• [Directions for this task] Without including any images, repeat the listing below exactly.

++++

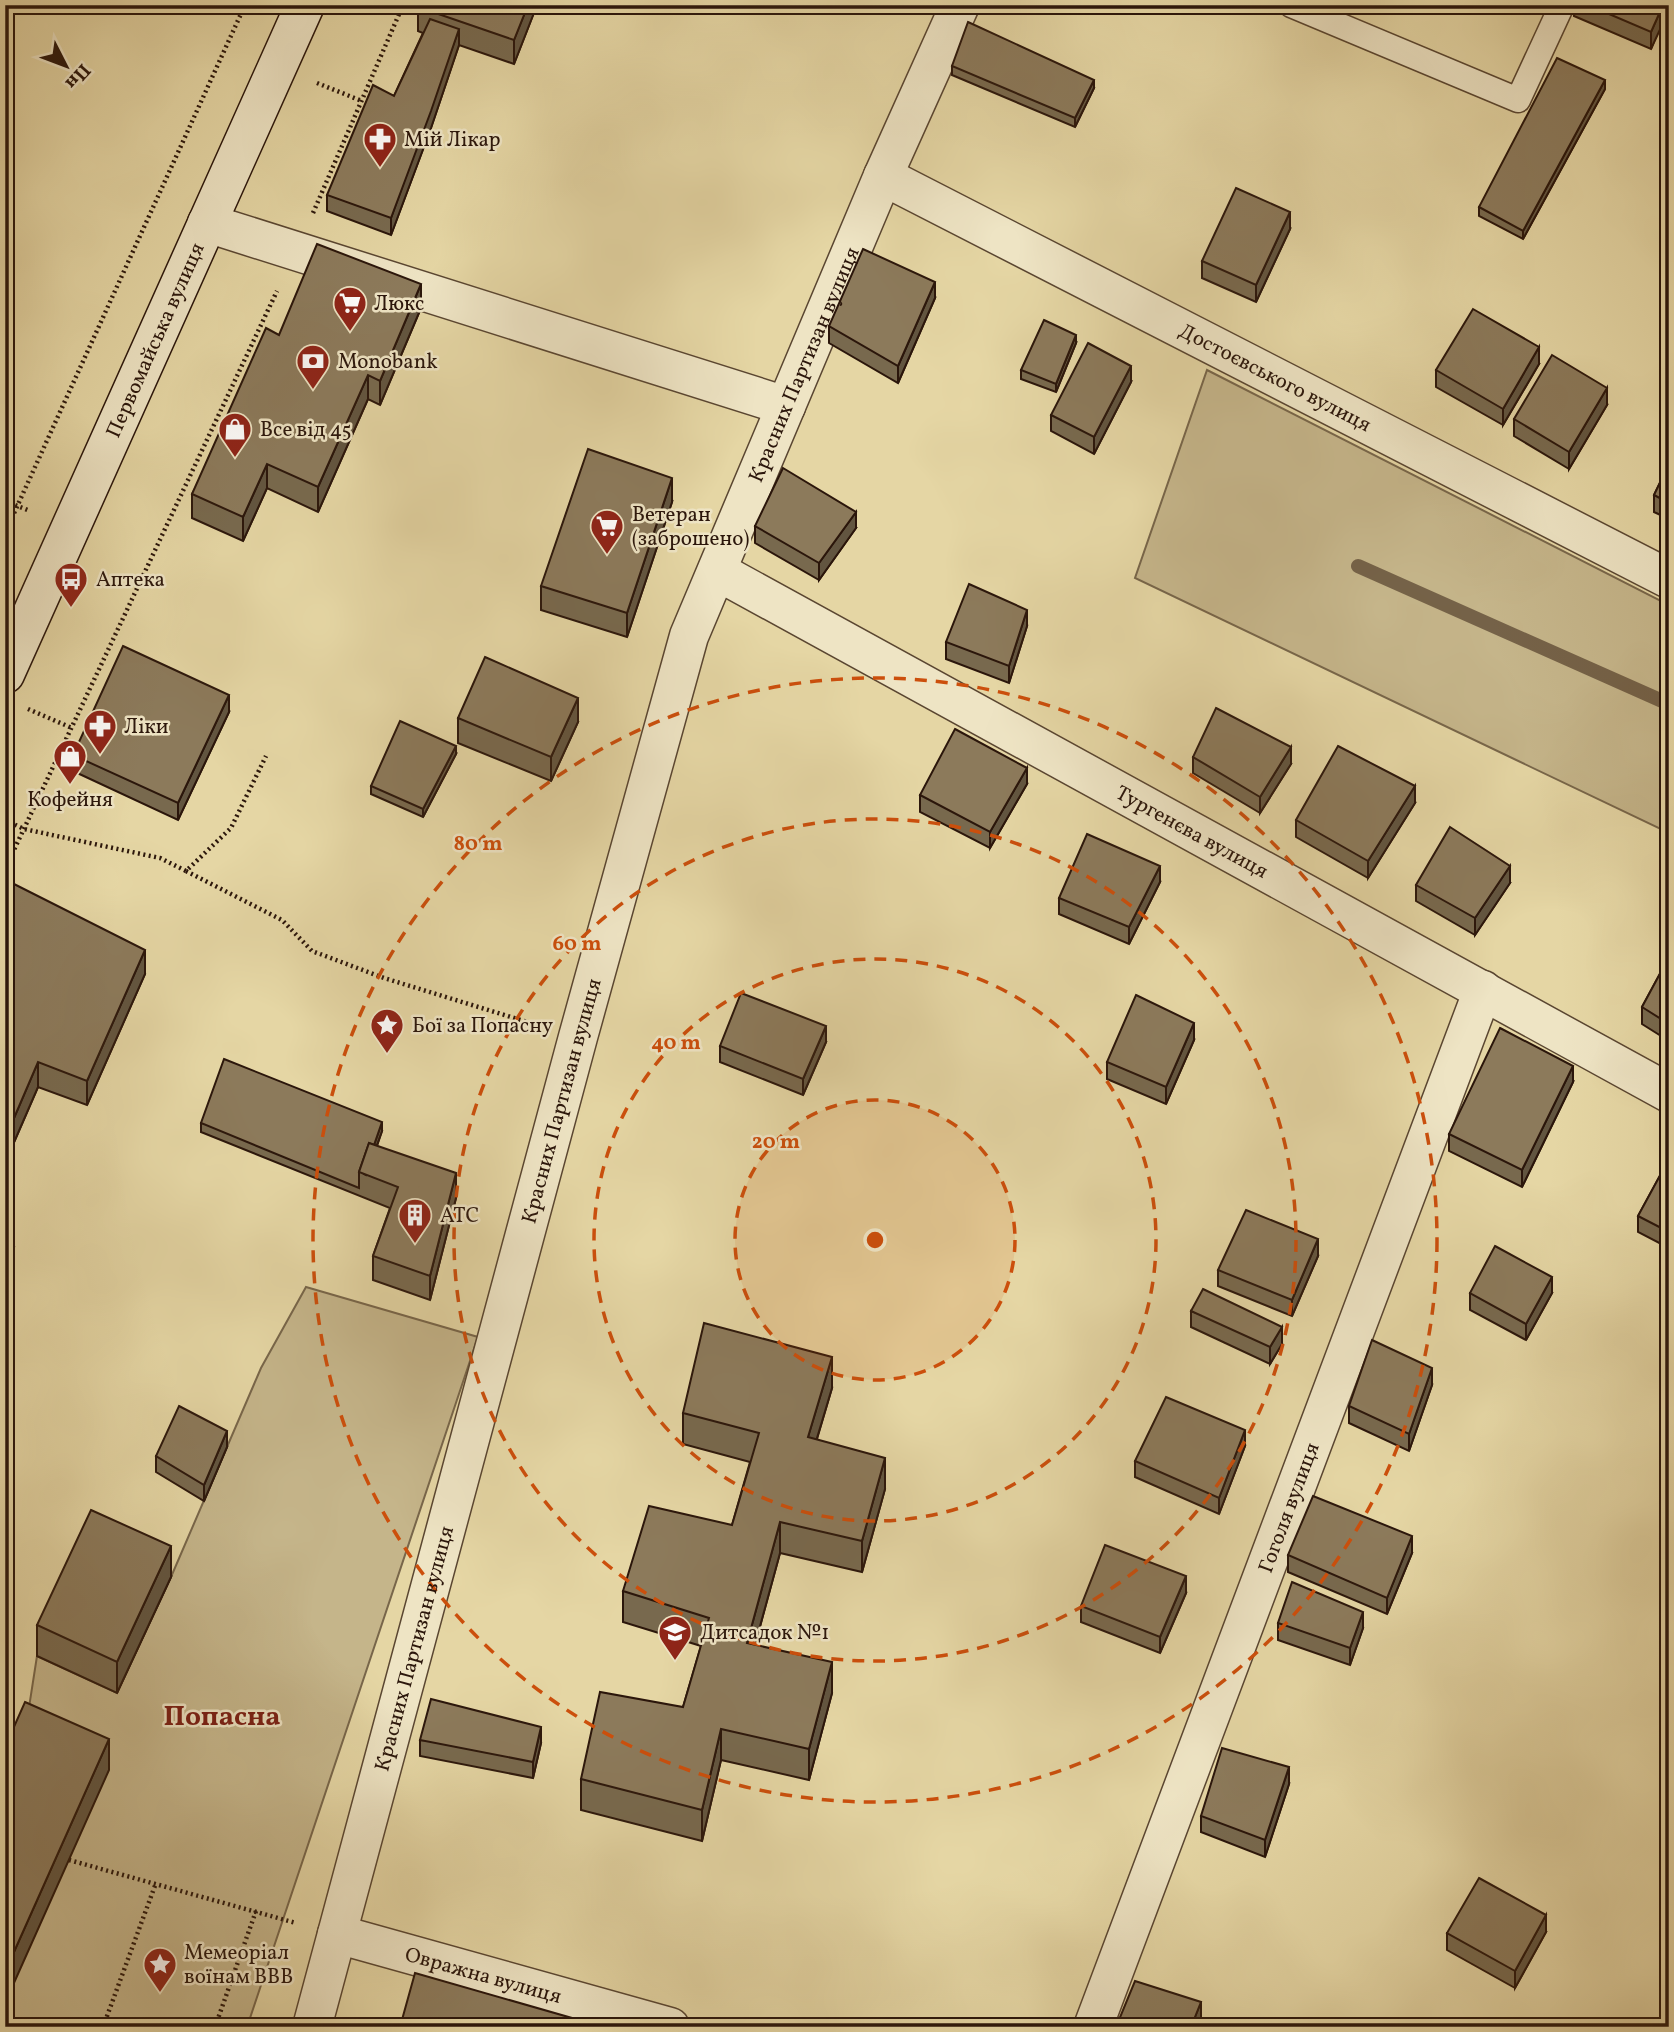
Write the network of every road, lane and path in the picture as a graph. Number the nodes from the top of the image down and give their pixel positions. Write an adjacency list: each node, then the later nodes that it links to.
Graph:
1 (245, 5): 12 (path)
2 (305, 5): 8 (street, Первомайська вулиця)
3 (403, 5): 9 (path)
4 (960, 5): 7 (street, Красних Партизан вулиця)
5 (1291, 5): 6 (lane)
6 (1562, 5)
7 (883, 176): 10 (street, Красних Партизан вулиця); 15 (street, Достоєвського вулиця)
8 (207, 223): 9 (street); 16 (street, Первомайська вулиця)
9 (296, 252): 10 (street); 18 (path)
10 (786, 406): 14 (street, Красних Партизан вулиця)
11 (5, 501): 12 (path)
12 (18, 506): 13 (path)
13 (5, 533)
14 (717, 571): 24 (street, Тургенєва вулиця); 25 (street, Красних Партизан вулиця)
15 (1669, 579)
16 (5, 674)
17 (27, 708): 18 (path)
18 (72, 728): 21 (path)
19 (266, 756): 23 (path)
20 (5, 820): 21 (path)
21 (24, 829): 22 (path); 23 (path)
22 (5, 869)
23 (186, 871): 25 (path)
24 (1483, 990): 26 (street, Тургенєва вулиця); 35 (street, Гоголя вулиця)
25 (578, 1037): 30 (street, Красних Партизан вулиця)
26 (1669, 1093)
27 (69, 1860): 28 (path)
28 (156, 1884): 29 (path); 31 (path)
29 (256, 1911): 30 (path); 32 (path)
30 (337, 1934): 33 (street, Красних Партизан вулиця); 34 (street, Овражна вулиця)
31 (103, 2027)
32 (215, 2027)
33 (312, 2027)
34 (670, 2027)
35 (1093, 2027)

++++

• [Task response]
Write the network of every road, lane and path in the picture as a graph. Number the nodes from the top of the image down and give their pixel positions. Write an adjacency list: each node, then the later nodes that it links to.
Graph:
1 (245, 5): 12 (path)
2 (305, 5): 8 (street, Первомайська вулиця)
3 (403, 5): 9 (path)
4 (960, 5): 7 (street, Красних Партизан вулиця)
5 (1291, 5): 6 (lane)
6 (1562, 5)
7 (883, 176): 10 (street, Красних Партизан вулиця); 15 (street, Достоєвського вулиця)
8 (207, 223): 9 (street); 16 (street, Первомайська вулиця)
9 (296, 252): 10 (street); 18 (path)
10 (786, 406): 14 (street, Красних Партизан вулиця)
11 (5, 501): 12 (path)
12 (18, 506): 13 (path)
13 (5, 533)
14 (717, 571): 24 (street, Тургенєва вулиця); 25 (street, Красних Партизан вулиця)
15 (1669, 579)
16 (5, 674)
17 (27, 708): 18 (path)
18 (72, 728): 21 (path)
19 (266, 756): 23 (path)
20 (5, 820): 21 (path)
21 (24, 829): 22 (path); 23 (path)
22 (5, 869)
23 (186, 871): 25 (path)
24 (1483, 990): 26 (street, Тургенєва вулиця); 35 (street, Гоголя вулиця)
25 (578, 1037): 30 (street, Красних Партизан вулиця)
26 (1669, 1093)
27 (69, 1860): 28 (path)
28 (156, 1884): 29 (path); 31 (path)
29 (256, 1911): 30 (path); 32 (path)
30 (337, 1934): 33 (street, Красних Партизан вулиця); 34 (street, Овражна вулиця)
31 (103, 2027)
32 (215, 2027)
33 (312, 2027)
34 (670, 2027)
35 (1093, 2027)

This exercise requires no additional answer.